David Hauss (born 1 February 1984, in Paris) is a French professional triathlete and bronze medalist at the European Championships 2010. Thanks to his 7th position at the World Championship Series triathlon in London (7 August 2011), together with Laurent Vidal, he qualified for the Olympic Games 2012, where he finished in 4th place, eighteen seconds behind bronze medalist Jonathan Brownlee.

David Hauss is number 6 in the World Championship Series ranking 2011 and thus the best French elite triathlete. At the French Championship (Olympic Distance) in Villiers-sur-Loir (24 September 2011) he placed 10th.

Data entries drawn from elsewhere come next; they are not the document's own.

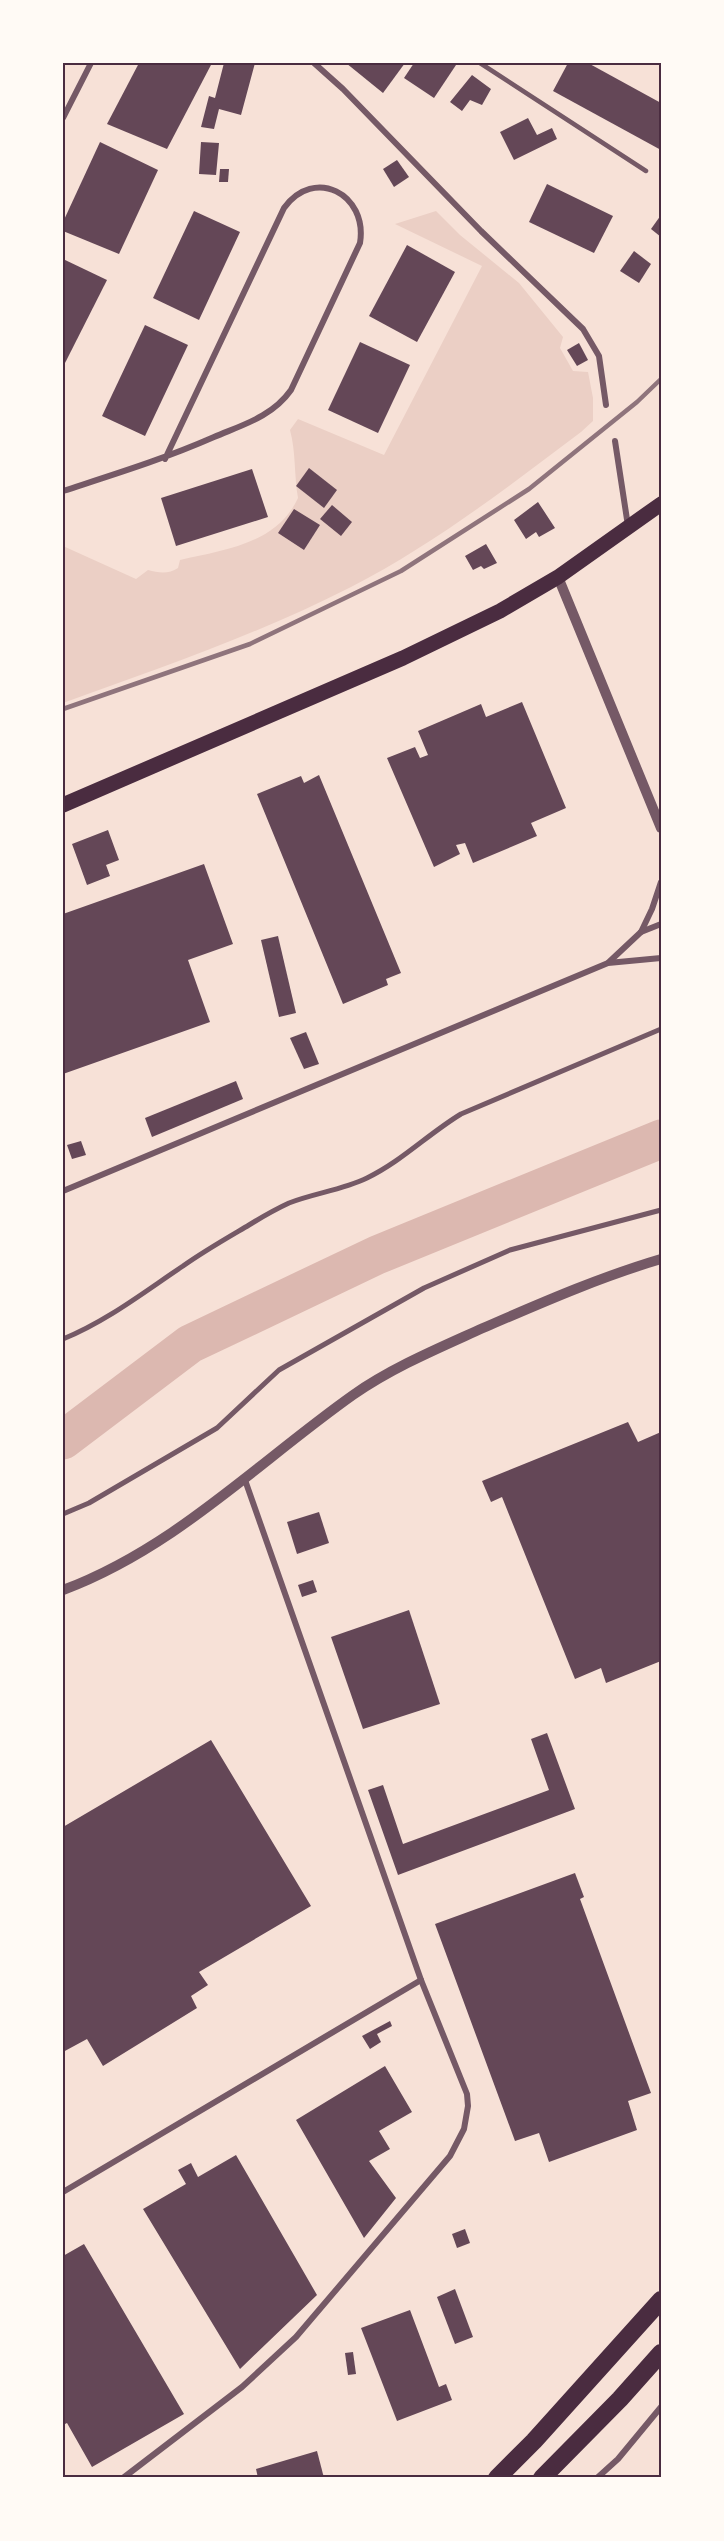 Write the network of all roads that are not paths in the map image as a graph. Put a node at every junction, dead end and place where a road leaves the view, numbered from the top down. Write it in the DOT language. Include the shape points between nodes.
graph roads {
  1 [pos="91,63"];
  2 [pos="314,63"];
  3 [pos="480,63"];
  4 [pos="63,118"];
  5 [pos="646,171"];
  6 [pos="606,405"];
  7 [pos="615,441"];
  8 [pos="165,459"];
  9 [pos="63,491"];
  10 [pos="661,504"];
  11 [pos="629,528"];
  12 [pos="558,577"];
  13 [pos="63,805"];
  14 [pos="661,828"];
  15 [pos="661,882"];
  16 [pos="661,924"];
  17 [pos="641,932"];
  18 [pos="660,957"];
  19 [pos="608,963"];
  20 [pos="661,1029"];
  21 [pos="63,1191"];
  22 [pos="661,1210"];
  23 [pos="661,1259"];
  24 [pos="63,1339"];
  25 [pos="245,1480"];
  26 [pos="63,1514"];
  27 [pos="63,1590"];
  28 [pos="422,1980"];
  29 [pos="63,2192"];
  30 [pos="661,2300"];
  31 [pos="661,2353"];
  32 [pos="661,2407"];
  33 [pos="123,2478"];
  34 [pos="497,2478"];
  35 [pos="542,2478"];
  36 [pos="597,2478"];
  1 -- 4 [label="street"];
  2 -- 6 [label="street" via="583,328 599,356"];
  3 -- 5 [label="lane"];
  7 -- 11 [label="street"];
  8 -- 8 [label="street" via="252,422 287,396 360,243 358,211 343,194 315,188 294,197 284,208"];
  8 -- 9 [label="street"];
  10 -- 11 [label="main road"];
  11 -- 12 [label="main road"];
  12 -- 13 [label="main road" via="500,611 403,658"];
  12 -- 14 [label="street"];
  15 -- 17 [label="street"];
  16 -- 17 [label="street"];
  17 -- 19 [label="street"];
  18 -- 19 [label="street"];
  19 -- 21 [label="street"];
  20 -- 24 [label="street" via="461,1114 398,1161 335,1191 290,1203 213,1247 81,1332"];
  22 -- 26 [label="street" via="510,1250 424,1288 279,1370 218,1428"];
  23 -- 25 [label="street" via="528,1308 395,1369 354,1394"];
  25 -- 27 [label="street" via="144,1551"];
  25 -- 28 [label="street"];
  28 -- 29 [label="street"];
  28 -- 33 [label="street" via="467,2094 467,2117 459,2143 296,2337 242,2387"];
  30 -- 34 [label="highway"];
  31 -- 35 [label="highway"];
  32 -- 36 [label="street"];
}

Like Emmie Charayron, Charlotte Morel, Laurent Vidal and other top triathletes, Hauss belongs to the Military Triathlon Team Equipe de France militaire de triathlon.

Hauss also takes part in the prestigious French Club Championship Series Lyonnaise des Eaux. Like many of the French top triathletes, e.g. Emmie Charayron, he represents Lagardère Paris Racing. At the opening triathlon in Nice (24 April 2011) he placed 6th in the individual ranking and was the second best of his club behind Steffen Justus. At Dunkirk and Paris, Hauss was not present.

In 2015, he is part of ECS Triathlon club.

David Hauss lives in Les Avirons, La Réunion, and in Saint-Raphaël, Var. The Swiss triathlete Melanie Annaheim is his fiancée.

== ITU Competitions ==
In the nine years from 2002 to 2010, David Hauss took part in 55 ITU competitions and achieved 29 top ten positions.
The following list is based upon the official ITU rankings and the ITU Athletes's Profile Page.
Unless indicated otherwise, the following events are triathlons (Olympic Distance) and refer to the Elite category.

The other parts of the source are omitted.